For honey bees, this may help save energy by focusing on a single plant. Indeed, you can often see honey bees walking from flower to flower on a tree or bush. The following images are on a large holly bush in our yard, which is buzzing with bees and other pollinators every spring.

Floral fidelity also means that honey bees are bringing in the same type of nectar and pollen with each trip. For a large find on a mature tree, large meadow, or monoculture farm, the entire hive will often focus on the biggest opportunity for multiple days at a time. This gives the beekeeper some assurance that the honey produced during this time is from a single flower source. This is why beekeepers will sell “Lavender honey” or “Sourwood honey” – it just means that there was a large bloom of these flowers near the hives and most of the foraging trips were to this flower.

If you want to see the whole alphabet in this series, you can start with letter A.

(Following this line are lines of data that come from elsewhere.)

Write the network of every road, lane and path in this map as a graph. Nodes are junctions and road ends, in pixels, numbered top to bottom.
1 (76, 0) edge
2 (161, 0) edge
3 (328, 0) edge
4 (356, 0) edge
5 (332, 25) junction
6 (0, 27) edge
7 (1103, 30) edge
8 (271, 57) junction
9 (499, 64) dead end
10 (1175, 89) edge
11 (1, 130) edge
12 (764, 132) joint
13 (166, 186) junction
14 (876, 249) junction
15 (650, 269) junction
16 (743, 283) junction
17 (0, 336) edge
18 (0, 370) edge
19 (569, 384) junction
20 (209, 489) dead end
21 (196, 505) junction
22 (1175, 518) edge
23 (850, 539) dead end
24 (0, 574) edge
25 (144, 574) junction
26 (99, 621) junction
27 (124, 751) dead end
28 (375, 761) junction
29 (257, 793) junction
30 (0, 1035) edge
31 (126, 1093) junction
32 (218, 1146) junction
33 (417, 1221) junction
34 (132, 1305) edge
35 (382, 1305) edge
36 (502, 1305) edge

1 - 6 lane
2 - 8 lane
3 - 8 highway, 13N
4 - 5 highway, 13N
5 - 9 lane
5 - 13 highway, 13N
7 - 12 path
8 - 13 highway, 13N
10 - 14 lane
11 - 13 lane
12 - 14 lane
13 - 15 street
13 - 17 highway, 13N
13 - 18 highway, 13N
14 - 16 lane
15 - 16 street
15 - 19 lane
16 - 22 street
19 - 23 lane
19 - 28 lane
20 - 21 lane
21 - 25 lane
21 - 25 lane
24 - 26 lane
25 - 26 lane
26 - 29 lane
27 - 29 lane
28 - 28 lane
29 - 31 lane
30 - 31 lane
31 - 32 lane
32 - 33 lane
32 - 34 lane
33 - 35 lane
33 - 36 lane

May you prosper and find honey.

3 thoughts on “F is for floral fidelity

  1. Chris House's avatar Chris House says:

    Enjoying the alphabet schooling. Thanks for sharing. Are you intending to compile this list? Would be good handout for new beeks at a first ‘class’ when learning how to beekeep.

    I* have taken several practical, beekeeping classes, passed the associate Masterbeekeeper level course from UC Davis Master beekeeping program and am active in local beekeeping association as past officer and current committee member*.

    Chris Beekeeper since 2016

    Liked by 1 person

    • Hey Chris, thank you! I figure when I finish this out I will do a single post with the entire alphabet, but yes might be useful as a handout as well.

      If you like this, you might enjoy the 12 Days of Honey Bees that I did last Christmas as well. Apparently I need a structure….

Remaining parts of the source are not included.